(Collected data)
^^^^

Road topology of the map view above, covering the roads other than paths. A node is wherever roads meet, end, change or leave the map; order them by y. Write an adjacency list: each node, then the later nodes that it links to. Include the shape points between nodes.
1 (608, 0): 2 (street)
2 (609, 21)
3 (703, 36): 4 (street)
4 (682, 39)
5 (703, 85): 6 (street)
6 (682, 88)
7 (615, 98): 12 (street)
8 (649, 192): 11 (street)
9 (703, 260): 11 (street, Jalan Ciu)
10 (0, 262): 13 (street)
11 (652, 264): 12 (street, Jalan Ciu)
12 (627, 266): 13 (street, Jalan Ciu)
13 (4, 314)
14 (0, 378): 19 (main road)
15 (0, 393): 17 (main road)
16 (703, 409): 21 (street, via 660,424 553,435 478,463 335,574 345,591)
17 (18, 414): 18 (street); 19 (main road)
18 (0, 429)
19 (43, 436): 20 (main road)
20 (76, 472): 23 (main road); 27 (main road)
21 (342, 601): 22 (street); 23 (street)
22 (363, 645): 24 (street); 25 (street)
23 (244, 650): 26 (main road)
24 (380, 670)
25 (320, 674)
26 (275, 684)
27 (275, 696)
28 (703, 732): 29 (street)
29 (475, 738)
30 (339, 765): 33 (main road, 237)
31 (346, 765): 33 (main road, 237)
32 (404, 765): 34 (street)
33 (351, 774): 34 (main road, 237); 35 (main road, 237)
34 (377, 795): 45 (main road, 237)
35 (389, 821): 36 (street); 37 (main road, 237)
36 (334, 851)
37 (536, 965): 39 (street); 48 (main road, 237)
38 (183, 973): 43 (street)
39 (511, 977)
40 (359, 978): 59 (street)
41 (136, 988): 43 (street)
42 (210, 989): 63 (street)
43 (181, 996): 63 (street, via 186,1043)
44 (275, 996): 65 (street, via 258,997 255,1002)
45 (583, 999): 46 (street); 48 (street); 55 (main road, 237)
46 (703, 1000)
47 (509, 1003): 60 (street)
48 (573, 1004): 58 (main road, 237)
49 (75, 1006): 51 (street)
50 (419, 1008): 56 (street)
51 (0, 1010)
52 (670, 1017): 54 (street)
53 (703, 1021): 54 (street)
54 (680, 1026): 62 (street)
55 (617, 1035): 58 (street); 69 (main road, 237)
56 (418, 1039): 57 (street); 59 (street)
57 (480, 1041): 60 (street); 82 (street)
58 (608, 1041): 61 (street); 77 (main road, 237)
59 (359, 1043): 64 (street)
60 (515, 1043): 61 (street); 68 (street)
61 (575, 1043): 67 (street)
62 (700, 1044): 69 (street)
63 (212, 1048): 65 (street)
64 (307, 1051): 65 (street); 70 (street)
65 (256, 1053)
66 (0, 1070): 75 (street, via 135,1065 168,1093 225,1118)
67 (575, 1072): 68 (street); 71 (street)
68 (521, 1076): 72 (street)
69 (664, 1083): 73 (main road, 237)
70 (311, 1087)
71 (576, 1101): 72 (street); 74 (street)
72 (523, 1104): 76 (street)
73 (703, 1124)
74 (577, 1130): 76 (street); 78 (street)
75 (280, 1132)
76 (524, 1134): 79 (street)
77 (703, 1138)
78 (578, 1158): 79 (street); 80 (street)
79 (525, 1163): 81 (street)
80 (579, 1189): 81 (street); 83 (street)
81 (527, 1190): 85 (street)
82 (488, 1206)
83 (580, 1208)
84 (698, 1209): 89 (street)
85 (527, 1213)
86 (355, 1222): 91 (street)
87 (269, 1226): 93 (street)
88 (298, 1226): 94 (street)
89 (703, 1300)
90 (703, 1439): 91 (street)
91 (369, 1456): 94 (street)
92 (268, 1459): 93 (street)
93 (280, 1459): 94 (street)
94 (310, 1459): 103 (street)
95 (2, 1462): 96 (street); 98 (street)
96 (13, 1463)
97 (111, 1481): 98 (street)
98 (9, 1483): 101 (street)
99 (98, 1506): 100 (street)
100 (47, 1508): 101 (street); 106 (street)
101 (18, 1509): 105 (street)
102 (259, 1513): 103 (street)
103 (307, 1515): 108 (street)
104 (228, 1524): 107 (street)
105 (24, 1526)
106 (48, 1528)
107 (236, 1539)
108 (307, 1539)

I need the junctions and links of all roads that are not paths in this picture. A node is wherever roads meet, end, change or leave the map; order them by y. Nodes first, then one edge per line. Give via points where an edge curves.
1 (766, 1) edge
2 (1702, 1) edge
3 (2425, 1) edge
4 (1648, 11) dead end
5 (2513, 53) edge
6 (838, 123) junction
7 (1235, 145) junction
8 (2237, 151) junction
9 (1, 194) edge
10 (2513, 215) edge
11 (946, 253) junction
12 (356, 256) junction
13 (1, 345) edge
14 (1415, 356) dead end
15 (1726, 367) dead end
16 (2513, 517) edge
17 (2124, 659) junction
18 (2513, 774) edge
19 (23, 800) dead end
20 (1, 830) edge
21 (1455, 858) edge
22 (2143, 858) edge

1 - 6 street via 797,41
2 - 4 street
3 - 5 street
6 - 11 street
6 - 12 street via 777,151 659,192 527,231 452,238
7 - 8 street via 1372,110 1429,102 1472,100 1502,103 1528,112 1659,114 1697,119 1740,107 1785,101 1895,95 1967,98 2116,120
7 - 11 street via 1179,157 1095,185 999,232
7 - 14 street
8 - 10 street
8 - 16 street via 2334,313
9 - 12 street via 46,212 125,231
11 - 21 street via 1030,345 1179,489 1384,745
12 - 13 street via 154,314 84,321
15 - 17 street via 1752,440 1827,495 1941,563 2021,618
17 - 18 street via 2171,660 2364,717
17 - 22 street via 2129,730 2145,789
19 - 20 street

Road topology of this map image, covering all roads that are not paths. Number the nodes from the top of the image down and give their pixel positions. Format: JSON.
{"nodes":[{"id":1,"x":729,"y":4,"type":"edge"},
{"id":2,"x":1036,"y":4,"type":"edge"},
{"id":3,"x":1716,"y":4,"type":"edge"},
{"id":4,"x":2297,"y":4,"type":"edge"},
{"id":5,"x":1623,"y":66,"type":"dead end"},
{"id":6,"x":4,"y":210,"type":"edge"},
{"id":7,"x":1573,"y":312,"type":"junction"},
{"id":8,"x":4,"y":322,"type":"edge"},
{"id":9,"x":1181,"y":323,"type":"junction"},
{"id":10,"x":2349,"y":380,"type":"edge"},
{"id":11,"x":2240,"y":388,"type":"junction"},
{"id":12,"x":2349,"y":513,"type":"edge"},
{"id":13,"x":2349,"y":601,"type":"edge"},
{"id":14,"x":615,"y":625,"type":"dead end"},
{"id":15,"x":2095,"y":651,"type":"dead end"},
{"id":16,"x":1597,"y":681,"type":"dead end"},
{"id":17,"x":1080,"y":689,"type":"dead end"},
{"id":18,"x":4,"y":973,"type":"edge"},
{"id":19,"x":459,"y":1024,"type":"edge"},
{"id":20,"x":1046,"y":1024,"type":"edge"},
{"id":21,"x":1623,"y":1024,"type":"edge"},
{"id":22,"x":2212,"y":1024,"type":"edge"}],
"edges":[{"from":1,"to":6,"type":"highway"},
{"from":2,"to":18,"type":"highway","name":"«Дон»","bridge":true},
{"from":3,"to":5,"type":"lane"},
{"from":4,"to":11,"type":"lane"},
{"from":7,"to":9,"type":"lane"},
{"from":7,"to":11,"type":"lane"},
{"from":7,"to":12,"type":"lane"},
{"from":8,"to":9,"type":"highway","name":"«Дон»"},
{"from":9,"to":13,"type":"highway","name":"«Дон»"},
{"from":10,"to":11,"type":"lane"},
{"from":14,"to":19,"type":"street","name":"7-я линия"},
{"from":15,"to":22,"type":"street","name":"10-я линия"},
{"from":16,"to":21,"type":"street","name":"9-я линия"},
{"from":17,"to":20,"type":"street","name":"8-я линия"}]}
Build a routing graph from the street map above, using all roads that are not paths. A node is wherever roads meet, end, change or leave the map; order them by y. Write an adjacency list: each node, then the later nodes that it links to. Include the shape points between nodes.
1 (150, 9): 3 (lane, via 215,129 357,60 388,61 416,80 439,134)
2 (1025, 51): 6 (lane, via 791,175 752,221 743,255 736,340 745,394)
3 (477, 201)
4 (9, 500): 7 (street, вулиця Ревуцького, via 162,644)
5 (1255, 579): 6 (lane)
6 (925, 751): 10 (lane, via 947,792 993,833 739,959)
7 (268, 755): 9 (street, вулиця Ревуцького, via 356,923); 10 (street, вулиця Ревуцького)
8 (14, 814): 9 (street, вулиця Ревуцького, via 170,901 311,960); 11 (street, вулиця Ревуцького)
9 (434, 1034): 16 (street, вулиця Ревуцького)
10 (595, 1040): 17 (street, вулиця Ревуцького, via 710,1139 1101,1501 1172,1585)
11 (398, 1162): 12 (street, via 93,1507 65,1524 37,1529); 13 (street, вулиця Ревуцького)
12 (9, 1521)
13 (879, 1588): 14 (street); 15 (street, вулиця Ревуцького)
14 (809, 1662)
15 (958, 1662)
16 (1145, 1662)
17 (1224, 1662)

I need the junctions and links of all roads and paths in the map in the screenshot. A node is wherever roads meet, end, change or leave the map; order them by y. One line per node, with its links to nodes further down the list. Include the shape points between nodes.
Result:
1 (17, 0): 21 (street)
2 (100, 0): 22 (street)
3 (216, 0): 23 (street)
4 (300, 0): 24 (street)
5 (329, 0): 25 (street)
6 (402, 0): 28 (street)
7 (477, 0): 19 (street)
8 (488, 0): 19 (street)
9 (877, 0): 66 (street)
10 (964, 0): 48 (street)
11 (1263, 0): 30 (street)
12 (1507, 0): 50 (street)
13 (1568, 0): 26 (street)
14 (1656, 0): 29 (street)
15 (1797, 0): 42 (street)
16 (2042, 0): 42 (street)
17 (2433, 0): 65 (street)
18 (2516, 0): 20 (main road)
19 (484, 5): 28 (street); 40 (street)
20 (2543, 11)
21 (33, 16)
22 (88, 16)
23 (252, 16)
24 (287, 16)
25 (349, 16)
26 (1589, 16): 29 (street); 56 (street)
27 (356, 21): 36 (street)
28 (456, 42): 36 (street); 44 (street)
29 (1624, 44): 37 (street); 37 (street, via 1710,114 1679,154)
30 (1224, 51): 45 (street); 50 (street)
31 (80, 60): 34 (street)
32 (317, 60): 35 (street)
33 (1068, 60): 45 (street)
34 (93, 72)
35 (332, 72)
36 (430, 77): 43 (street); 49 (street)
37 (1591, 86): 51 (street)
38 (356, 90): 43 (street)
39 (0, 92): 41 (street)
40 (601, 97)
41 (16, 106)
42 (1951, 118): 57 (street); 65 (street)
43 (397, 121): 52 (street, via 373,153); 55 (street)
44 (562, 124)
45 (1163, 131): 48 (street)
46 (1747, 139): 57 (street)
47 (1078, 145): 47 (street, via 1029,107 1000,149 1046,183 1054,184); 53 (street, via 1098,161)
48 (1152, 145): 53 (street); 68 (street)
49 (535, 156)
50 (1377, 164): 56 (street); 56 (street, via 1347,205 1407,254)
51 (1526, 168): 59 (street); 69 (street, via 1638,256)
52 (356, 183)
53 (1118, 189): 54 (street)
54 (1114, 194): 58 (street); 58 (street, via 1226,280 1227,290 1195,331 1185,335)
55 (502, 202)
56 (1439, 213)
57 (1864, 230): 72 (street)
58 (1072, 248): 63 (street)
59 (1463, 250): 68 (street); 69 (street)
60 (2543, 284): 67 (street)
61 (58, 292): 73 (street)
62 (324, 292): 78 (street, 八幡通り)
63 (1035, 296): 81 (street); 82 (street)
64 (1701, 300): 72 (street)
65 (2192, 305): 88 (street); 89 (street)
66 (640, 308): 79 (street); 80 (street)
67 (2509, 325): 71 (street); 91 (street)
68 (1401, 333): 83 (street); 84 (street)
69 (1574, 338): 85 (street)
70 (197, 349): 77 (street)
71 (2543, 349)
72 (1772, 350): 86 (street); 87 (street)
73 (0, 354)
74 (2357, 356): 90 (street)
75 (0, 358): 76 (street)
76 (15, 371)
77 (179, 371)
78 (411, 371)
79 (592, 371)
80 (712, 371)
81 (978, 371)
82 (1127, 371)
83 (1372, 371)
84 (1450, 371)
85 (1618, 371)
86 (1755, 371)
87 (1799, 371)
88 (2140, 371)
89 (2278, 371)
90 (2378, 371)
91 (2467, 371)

^^^^

If the word "Write" is on a line above, return that line.

#### Answer to the problem:
Road topology of the map view above, covering the roads other than paths. A node is wherever roads meet, end, change or leave the map; order them by y. Write an adjacency list: each node, then the later nodes that it links to. Include the shape points between nodes.
Build a routing graph from the street map above, using all roads that are not paths. A node is wherever roads meet, end, change or leave the map; order them by y. Write an adjacency list: each node, then the later nodes that it links to. Include the shape points between nodes.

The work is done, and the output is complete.